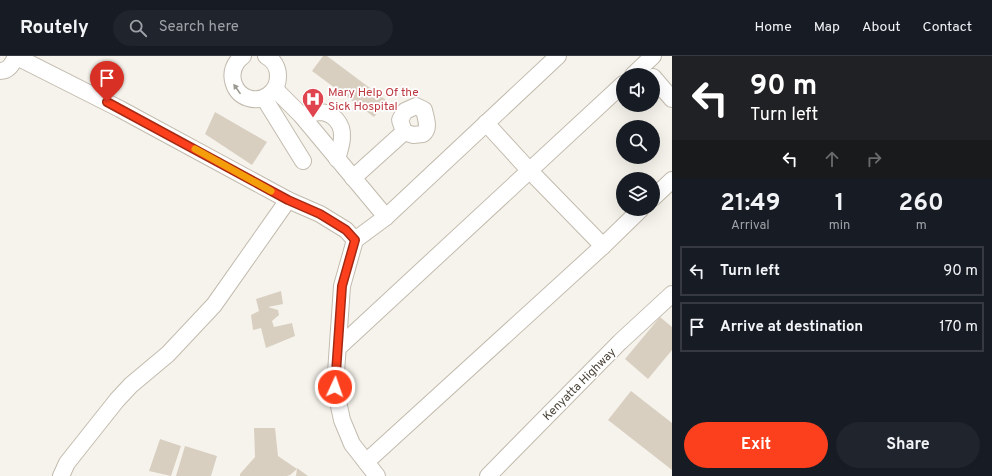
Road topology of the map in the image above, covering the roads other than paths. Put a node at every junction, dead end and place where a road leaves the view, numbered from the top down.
1 (15, 56) edge
2 (243, 56) edge
3 (266, 56) edge
4 (558, 56) edge
5 (645, 67) edge
6 (0, 71) edge
7 (616, 90) edge
8 (270, 93) junction
9 (672, 99) edge
10 (301, 115) junction
11 (486, 123) junction
12 (404, 132) dead end
13 (338, 159) junction
14 (303, 161) dead end
15 (529, 170) junction
16 (353, 178) junction
17 (672, 180) edge
18 (660, 191) edge
19 (288, 200) junction
20 (386, 216) junction
21 (635, 216) edge
22 (355, 240) junction
23 (603, 246) junction
24 (672, 294) edge
25 (338, 348) junction
26 (366, 462) junction
27 (494, 474) edge
28 (61, 476) edge
29 (377, 476) edge

1 - 6 street
1 - 19 street
8 -> 2 street
3 - 8 street
4 - 11 street
5 - 9 street
7 - 15 street
8 - 10 street
8 - 14 street
10 - 13 street
10 - 13 street
11 - 15 street
11 - 20 street
12 - 16 street
13 - 16 street
15 - 23 street
15 - 25 street
16 - 20 street
17 - 18 street
19 - 22 street
19 - 28 street
20 - 22 street
21 - 23 street
22 - 25 street
23 - 26 street
24 - 27 street, Kenyatta Highway
25 - 26 street
26 - 29 street

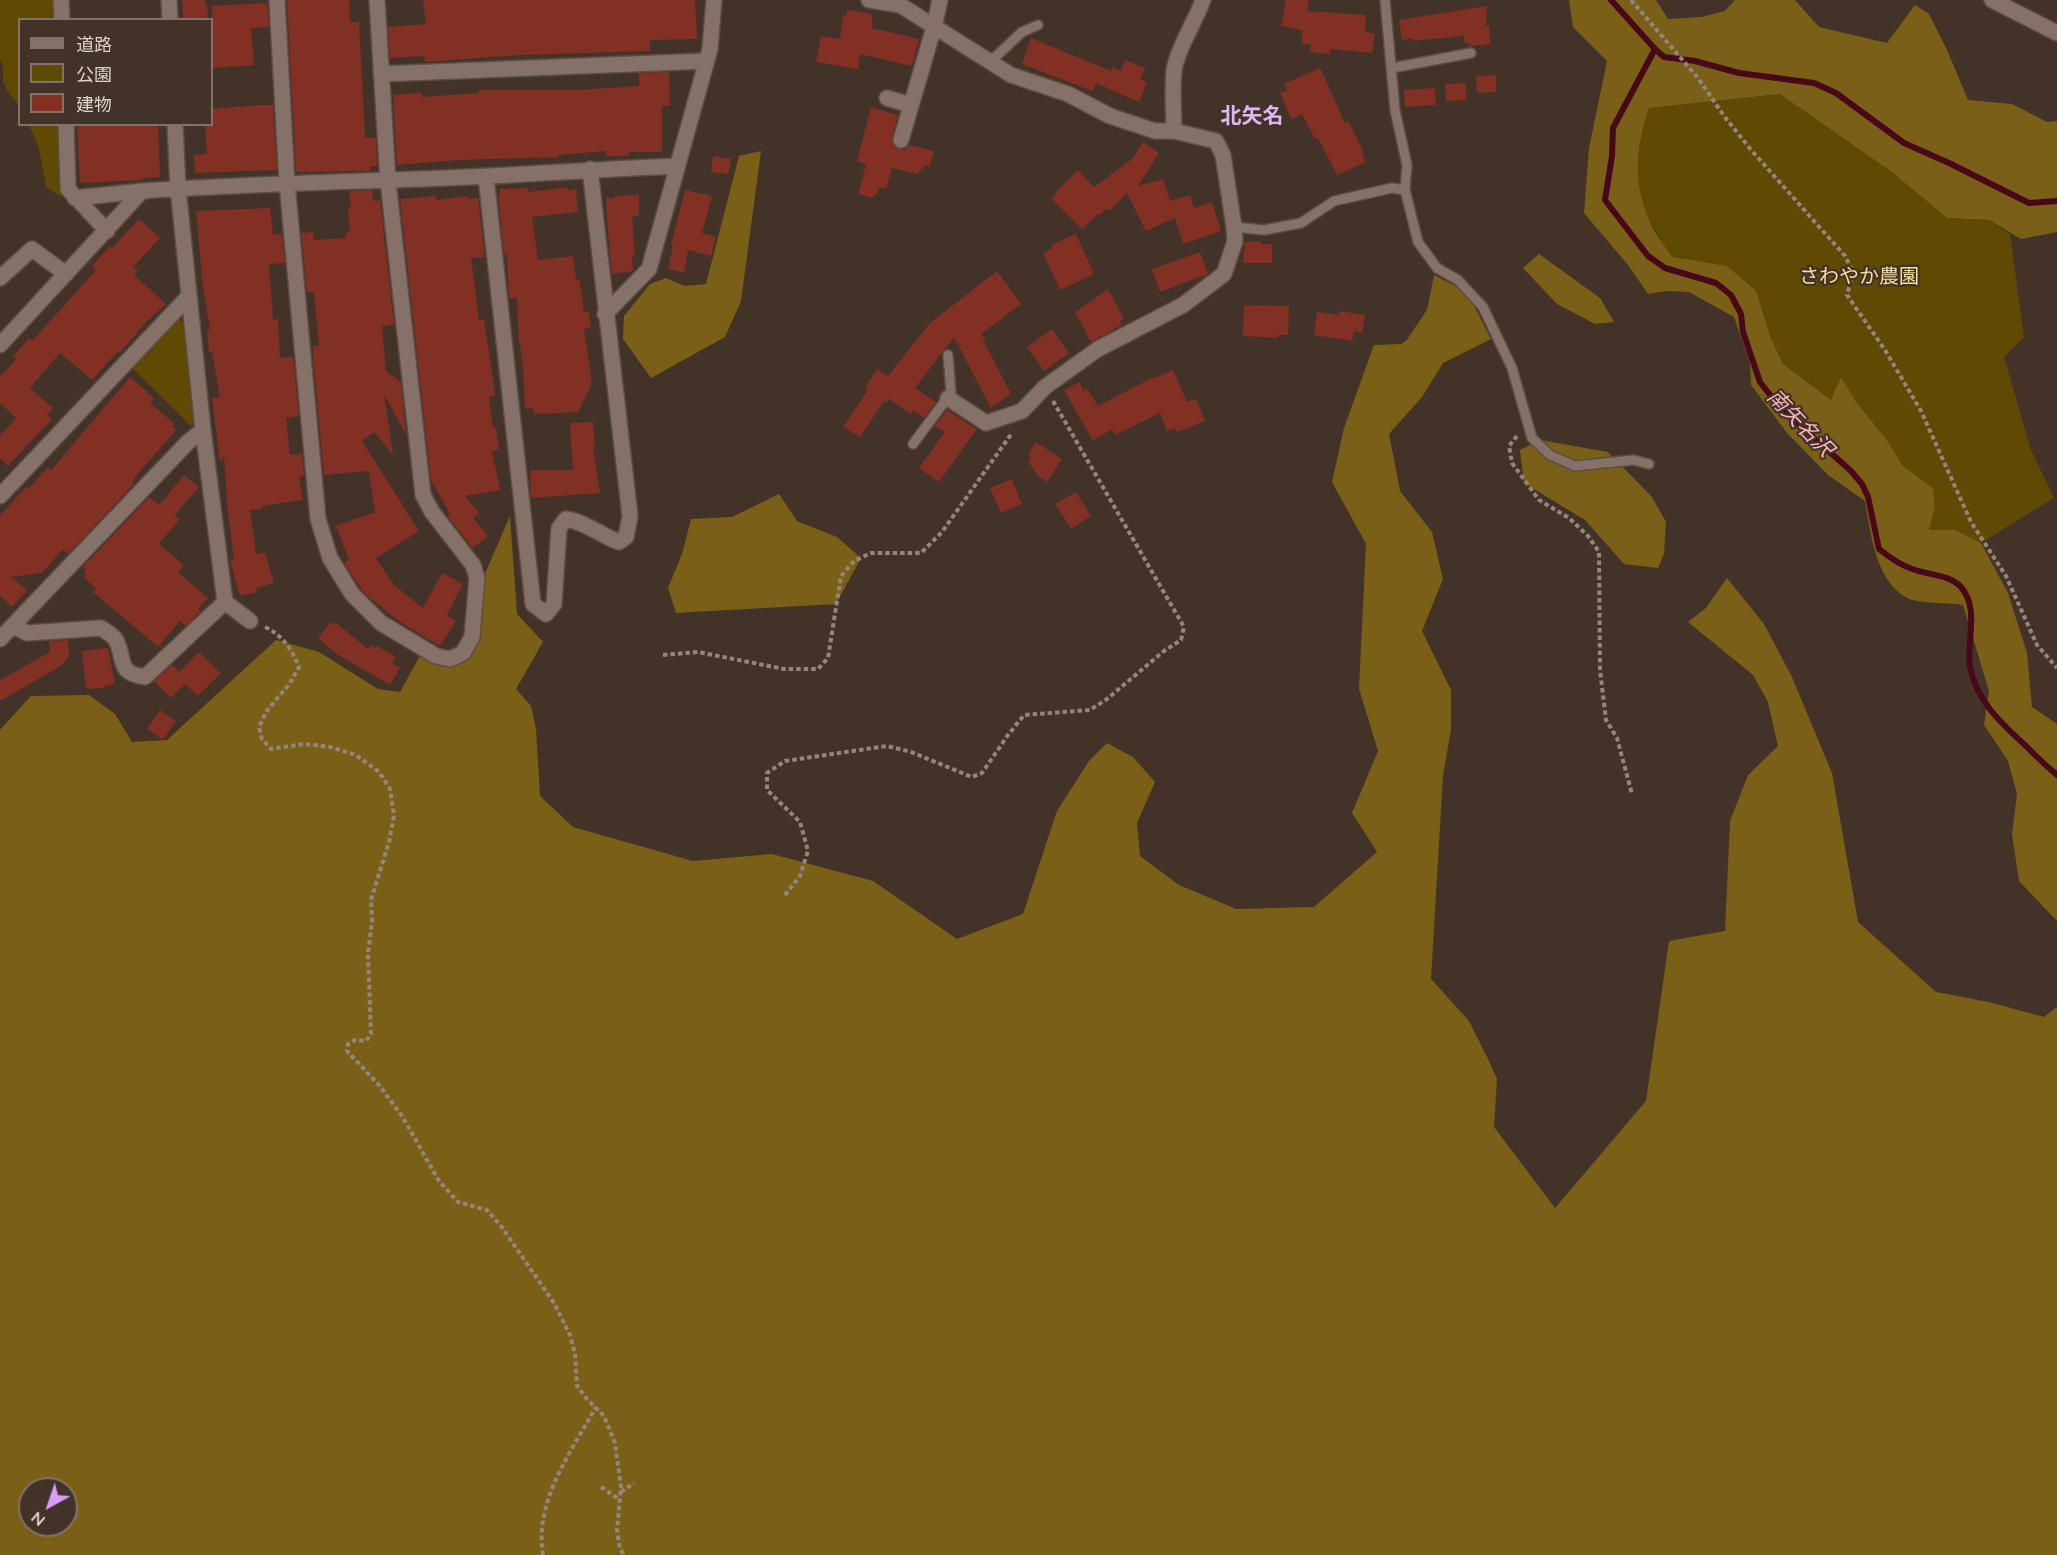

## Task instructions:
Could the material above be given again exactly, pictures excluded?

## Task answer:
Road topology of the map in the image above, covering the roads other than paths. Put a node at every junction, dead end and place where a road leaves the view, numbered from the top down.
1 (15, 56) edge
2 (243, 56) edge
3 (266, 56) edge
4 (558, 56) edge
5 (645, 67) edge
6 (0, 71) edge
7 (616, 90) edge
8 (270, 93) junction
9 (672, 99) edge
10 (301, 115) junction
11 (486, 123) junction
12 (404, 132) dead end
13 (338, 159) junction
14 (303, 161) dead end
15 (529, 170) junction
16 (353, 178) junction
17 (672, 180) edge
18 (660, 191) edge
19 (288, 200) junction
20 (386, 216) junction
21 (635, 216) edge
22 (355, 240) junction
23 (603, 246) junction
24 (672, 294) edge
25 (338, 348) junction
26 (366, 462) junction
27 (494, 474) edge
28 (61, 476) edge
29 (377, 476) edge

1 - 6 street
1 - 19 street
8 -> 2 street
3 - 8 street
4 - 11 street
5 - 9 street
7 - 15 street
8 - 10 street
8 - 14 street
10 - 13 street
10 - 13 street
11 - 15 street
11 - 20 street
12 - 16 street
13 - 16 street
15 - 23 street
15 - 25 street
16 - 20 street
17 - 18 street
19 - 22 street
19 - 28 street
20 - 22 street
21 - 23 street
22 - 25 street
23 - 26 street
24 - 27 street, Kenyatta Highway
25 - 26 street
26 - 29 street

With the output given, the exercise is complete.